## Task instructions
Only the lines holding "adjacency" are wanted. Copy every one from the records below.
[[ Data open ]]
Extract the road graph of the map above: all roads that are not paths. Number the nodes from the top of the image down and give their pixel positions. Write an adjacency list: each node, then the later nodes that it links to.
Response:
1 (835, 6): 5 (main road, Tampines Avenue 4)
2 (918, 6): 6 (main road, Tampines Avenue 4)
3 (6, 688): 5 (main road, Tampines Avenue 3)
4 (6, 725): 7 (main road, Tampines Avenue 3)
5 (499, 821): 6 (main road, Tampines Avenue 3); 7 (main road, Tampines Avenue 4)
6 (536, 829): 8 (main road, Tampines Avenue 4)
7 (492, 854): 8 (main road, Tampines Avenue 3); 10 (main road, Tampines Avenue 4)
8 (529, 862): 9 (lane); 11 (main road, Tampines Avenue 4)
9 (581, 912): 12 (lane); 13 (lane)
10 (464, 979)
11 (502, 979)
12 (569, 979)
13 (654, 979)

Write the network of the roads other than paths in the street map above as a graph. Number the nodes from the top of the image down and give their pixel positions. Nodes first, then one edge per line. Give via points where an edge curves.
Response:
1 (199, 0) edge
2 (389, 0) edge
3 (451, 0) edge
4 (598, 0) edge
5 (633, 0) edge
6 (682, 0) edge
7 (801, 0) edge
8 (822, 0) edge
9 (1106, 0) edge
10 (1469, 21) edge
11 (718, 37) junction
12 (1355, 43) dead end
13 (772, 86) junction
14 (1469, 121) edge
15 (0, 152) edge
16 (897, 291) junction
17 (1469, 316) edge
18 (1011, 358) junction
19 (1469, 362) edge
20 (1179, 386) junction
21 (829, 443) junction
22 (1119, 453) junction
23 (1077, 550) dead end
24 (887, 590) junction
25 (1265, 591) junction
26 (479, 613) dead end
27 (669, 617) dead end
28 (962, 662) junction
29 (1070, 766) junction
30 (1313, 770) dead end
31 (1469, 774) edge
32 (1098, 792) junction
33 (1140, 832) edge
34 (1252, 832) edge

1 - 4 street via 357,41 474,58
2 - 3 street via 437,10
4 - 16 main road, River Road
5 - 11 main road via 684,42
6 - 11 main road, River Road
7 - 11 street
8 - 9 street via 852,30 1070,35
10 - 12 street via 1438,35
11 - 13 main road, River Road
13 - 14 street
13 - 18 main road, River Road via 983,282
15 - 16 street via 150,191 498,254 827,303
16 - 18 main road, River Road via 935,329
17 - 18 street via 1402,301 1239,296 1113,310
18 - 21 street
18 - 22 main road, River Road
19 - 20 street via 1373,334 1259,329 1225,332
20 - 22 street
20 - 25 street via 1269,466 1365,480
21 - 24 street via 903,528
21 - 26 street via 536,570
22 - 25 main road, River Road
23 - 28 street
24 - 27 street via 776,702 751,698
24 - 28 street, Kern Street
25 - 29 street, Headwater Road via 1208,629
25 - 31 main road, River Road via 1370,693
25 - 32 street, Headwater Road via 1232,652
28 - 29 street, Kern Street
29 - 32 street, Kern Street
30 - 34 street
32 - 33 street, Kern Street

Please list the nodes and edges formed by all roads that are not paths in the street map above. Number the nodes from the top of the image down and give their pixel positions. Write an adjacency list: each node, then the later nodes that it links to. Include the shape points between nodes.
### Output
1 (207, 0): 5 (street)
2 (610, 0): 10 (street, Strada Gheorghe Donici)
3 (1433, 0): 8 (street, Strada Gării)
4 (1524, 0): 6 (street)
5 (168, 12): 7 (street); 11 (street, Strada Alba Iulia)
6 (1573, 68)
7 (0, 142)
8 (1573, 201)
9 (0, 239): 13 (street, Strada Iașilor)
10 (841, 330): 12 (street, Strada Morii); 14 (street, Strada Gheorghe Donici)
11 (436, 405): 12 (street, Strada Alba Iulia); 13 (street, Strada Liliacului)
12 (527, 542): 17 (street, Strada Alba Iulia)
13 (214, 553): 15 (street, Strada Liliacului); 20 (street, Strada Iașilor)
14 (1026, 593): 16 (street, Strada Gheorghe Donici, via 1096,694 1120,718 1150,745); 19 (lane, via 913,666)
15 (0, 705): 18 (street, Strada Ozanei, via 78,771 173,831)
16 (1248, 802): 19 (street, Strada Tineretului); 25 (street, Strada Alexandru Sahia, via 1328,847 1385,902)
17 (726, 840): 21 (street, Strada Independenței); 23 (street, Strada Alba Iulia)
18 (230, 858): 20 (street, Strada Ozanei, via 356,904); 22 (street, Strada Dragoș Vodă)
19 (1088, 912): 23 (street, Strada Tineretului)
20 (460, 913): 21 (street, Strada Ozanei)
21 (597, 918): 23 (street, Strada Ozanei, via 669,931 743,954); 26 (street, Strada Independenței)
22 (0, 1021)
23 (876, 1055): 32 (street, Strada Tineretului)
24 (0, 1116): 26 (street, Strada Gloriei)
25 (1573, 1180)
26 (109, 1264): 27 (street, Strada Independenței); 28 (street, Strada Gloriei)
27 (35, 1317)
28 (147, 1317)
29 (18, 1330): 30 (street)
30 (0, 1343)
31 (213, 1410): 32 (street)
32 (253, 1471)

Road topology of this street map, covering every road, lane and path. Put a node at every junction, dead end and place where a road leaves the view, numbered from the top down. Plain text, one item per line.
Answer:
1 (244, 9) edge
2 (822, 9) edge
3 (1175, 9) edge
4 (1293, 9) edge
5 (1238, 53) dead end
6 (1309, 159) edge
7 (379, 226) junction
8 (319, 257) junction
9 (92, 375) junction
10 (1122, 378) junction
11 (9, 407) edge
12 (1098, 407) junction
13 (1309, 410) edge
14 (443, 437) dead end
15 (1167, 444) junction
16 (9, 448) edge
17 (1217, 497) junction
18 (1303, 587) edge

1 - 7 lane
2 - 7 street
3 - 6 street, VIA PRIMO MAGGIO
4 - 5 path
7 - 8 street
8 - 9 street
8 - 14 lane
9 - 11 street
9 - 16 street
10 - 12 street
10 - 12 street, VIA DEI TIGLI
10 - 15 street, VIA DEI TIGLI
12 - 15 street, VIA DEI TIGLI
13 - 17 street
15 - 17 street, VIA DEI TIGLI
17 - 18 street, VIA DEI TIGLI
[[ Data closed ]]
## Completed exercise
Extract the road graph of the map above: all roads that are not paths. Number the nodes from the top of the image down and give their pixel positions. Write an adjacency list: each node, then the later nodes that it links to.
Please list the nodes and edges formed by all roads that are not paths in the street map above. Number the nodes from the top of the image down and give their pixel positions. Write an adjacency list: each node, then the later nodes that it links to. Include the shape points between nodes.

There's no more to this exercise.